Coroner's department exceeds budget
Alecia Warren | Hagadone News Network | UPDATED 11 years, 11 months AGO
COEUR d'ALENE - The Kootenai County commissioners are considering an internal audit of the county coroner's department, as the coroner has exceeded her department's budget for the second consecutive year.
"We don't have anyone else over expending their budgets," said Commissioner Dan Green on Friday, during a meeting between the commissioners and Coroner Debbie Wilkey at the administration building. "I remember saying last year, 'Don't come back to me again and ask me to do this again.'"
But Wilkey, elected coroner two years ago, said that under budgeting was to blame, as well as billing issues with the Spokane County Medical Examiner's Office, which conducts all of the county's autopsies.
Wilkey hopes to avoid budget issues next year, she said, by taking on more analysis at the county, instead of relying so heavily on Spokane.
"I want to make things better," Wilkey said.
Wilkey exceeded her $299,774 budget for fiscal year 2012 by $14,918. She specifically went over her pathology and radiology services budget set at $155,000, which Wilkey had exceeded at $173,468.
This was a smaller issue than at the end of the previous 2011 fiscal year, when the commissioners had to inject an additional $50,000 into the coroner's budget, due to a high number of autopsies.
On Friday, Wilkey said that over the 2012 fiscal year there were complications with bills she received for toxicology work conducted in Spokane.
She received one bill for a service provided five and a half months prior, she said.
"This is unacceptable billing," Wilkey said. "It was devastating to me.
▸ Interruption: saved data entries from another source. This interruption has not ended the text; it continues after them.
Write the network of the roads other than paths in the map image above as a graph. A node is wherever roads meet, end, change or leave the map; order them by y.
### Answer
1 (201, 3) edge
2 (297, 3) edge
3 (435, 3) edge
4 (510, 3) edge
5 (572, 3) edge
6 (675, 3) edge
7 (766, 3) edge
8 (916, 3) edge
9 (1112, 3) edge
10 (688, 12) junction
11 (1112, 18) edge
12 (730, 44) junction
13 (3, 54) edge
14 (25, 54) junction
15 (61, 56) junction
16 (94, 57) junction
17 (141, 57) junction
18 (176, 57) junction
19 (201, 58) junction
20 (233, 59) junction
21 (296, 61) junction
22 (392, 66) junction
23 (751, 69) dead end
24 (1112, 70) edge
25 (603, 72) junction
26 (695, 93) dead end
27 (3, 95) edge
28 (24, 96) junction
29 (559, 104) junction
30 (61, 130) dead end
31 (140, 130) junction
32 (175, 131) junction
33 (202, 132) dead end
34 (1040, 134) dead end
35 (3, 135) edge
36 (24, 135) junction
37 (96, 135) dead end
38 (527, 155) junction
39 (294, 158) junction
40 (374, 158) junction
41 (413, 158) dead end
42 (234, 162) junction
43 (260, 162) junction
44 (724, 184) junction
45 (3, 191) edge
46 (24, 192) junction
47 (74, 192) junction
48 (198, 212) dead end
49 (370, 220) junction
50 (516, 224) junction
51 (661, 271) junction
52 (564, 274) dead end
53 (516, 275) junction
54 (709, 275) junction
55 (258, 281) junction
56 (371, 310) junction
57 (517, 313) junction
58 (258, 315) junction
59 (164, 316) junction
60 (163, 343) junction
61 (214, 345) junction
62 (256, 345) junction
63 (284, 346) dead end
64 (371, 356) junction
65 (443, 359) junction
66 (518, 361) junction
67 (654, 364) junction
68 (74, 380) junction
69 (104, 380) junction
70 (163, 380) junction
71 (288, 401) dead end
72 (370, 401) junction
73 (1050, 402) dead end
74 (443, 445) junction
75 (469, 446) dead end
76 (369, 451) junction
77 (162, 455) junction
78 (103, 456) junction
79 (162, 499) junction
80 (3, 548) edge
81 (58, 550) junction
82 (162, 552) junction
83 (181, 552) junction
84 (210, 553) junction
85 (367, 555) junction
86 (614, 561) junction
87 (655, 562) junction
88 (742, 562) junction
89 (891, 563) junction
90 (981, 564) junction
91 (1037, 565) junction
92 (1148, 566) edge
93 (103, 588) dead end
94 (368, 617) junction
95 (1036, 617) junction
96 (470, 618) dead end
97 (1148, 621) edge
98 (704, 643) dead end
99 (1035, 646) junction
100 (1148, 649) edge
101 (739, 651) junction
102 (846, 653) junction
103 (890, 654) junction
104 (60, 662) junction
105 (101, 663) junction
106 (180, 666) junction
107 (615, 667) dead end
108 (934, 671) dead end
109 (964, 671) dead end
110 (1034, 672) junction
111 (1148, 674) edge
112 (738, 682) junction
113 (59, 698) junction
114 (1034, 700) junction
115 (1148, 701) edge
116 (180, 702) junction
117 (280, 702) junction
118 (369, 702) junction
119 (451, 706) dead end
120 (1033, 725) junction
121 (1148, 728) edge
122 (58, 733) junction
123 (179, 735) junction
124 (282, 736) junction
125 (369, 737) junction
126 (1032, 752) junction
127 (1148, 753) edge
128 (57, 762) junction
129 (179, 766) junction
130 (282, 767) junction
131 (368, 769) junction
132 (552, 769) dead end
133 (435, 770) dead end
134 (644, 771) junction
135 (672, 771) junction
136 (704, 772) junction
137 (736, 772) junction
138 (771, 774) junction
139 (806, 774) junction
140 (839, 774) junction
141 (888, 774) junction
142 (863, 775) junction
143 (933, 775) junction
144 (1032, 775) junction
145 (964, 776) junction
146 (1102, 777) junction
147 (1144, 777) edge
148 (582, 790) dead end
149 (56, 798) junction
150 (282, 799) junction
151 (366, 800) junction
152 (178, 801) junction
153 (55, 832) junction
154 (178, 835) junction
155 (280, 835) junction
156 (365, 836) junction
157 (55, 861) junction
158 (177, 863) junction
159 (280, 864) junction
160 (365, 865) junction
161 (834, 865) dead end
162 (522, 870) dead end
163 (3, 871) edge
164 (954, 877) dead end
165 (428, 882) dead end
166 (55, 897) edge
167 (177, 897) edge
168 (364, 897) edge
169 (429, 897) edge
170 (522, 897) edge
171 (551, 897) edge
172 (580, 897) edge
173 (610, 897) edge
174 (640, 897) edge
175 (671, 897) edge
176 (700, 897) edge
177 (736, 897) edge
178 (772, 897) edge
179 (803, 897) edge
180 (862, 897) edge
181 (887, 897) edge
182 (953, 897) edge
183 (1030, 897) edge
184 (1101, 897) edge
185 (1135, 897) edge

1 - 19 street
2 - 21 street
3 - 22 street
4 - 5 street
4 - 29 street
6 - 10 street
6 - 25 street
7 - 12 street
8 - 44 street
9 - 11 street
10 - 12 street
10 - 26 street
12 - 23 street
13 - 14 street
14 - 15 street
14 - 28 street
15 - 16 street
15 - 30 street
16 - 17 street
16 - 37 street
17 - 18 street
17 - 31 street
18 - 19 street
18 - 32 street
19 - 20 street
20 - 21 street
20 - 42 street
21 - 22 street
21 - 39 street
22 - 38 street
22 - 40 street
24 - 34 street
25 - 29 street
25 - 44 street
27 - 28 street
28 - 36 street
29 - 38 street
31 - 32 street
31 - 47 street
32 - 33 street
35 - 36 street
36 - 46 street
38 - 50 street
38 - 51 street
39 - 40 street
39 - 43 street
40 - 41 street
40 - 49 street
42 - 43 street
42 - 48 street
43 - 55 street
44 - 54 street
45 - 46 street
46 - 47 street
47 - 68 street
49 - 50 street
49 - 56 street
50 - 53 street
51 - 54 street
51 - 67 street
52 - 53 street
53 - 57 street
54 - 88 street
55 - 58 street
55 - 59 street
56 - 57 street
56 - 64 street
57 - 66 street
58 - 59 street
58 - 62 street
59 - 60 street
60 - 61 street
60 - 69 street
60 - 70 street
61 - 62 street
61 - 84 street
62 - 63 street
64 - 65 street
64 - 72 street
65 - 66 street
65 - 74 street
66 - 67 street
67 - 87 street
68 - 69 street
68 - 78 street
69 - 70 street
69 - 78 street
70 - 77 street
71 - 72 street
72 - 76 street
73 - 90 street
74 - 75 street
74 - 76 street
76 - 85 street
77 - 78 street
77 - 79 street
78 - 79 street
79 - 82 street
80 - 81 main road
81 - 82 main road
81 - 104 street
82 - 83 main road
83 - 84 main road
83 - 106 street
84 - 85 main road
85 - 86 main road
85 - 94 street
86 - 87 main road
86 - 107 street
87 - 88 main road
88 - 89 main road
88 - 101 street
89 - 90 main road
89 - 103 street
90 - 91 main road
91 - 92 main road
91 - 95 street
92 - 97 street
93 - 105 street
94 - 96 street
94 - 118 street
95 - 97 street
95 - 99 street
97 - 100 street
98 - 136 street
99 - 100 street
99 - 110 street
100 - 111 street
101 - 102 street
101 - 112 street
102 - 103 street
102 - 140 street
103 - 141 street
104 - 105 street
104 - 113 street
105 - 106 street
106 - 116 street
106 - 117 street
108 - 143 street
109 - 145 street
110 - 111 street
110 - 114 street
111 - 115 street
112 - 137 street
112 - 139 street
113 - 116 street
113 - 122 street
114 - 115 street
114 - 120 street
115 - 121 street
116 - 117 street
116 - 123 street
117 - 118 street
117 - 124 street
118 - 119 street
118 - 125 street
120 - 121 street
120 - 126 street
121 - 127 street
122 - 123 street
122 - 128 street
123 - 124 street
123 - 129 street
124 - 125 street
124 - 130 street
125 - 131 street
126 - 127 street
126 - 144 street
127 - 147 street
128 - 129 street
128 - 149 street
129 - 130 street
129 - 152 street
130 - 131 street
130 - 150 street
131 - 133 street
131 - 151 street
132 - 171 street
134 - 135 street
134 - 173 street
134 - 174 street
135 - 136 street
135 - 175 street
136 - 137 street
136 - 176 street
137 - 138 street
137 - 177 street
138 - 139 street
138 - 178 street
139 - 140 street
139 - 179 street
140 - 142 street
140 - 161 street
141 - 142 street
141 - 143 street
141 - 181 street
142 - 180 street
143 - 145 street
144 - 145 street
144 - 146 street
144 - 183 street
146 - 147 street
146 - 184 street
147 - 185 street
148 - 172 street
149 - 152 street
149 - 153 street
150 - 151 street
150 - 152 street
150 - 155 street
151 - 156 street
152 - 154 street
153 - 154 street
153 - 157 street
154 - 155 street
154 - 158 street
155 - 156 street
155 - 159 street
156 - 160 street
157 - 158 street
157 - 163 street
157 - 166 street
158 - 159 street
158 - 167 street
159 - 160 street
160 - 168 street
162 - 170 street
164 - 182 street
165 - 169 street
I had thought we were going to be under budget."
The commissioners said she should have been more alert to the status of her budget throughout the year, and approached them about issues earlier.
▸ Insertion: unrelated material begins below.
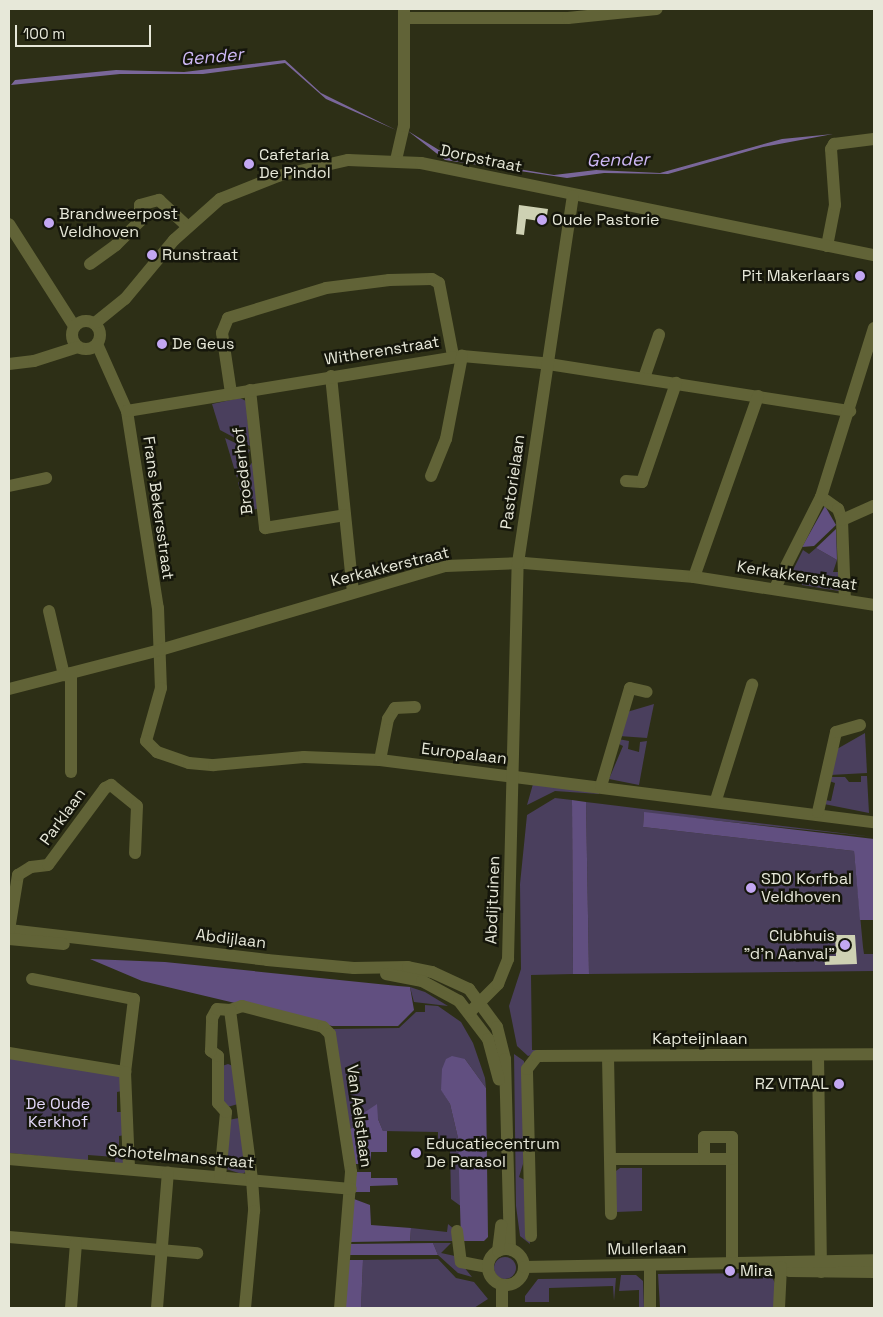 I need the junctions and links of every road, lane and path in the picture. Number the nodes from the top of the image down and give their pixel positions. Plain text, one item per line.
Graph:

Pat Raffee, chief deputy clerk, pointed out to Wilkey that her department's budget looked in trouble a month before the county fiscal year ended in September.
"It looked like a freight train coming right at you," Raffee said.
Wilkey responded that the commissioners had under budgeted her department's needs, and that she had asked for $174,000 to $181,000 for pathology and radiology services.
She has even tried to reduce costs, she added. Wilkey ordered 62 autopsies this year, 20 less than last year. There were 1,400 deaths this year, she added.
Wilkey intends to improve the office's methods, she said, by conducting toxicology work in-house.
She pointed out that Spokane doesn't offer a toxicology service alone for drug-related deaths, but only provides a "one-size-fits-all" combination of autopsy, toxicology and other services that can take 6 to 8 weeks.
"If I do my own toxicology, I have my own control. I have a five-to-seven day turnaround," Wilkey said, adding that she is working on organizing in-house toxicology.
Raffee and the commissioners discussed the potential for an internal audit of the department, as well as providing Wilkey with budget mentoring.
The commissioners can appropriate more funds to accommodate the coroner's 2012 expenditures, or order the department to refund the over-budget dollars.
The commissioners will make a decision at their 2 p.m. business meeting next Tuesday in the board room of the administration building.
Commissioner Jai Nelson hopes to review the coroner department's progress after six months, she said.
"I don't want to wait a year and do this again," Nelson said.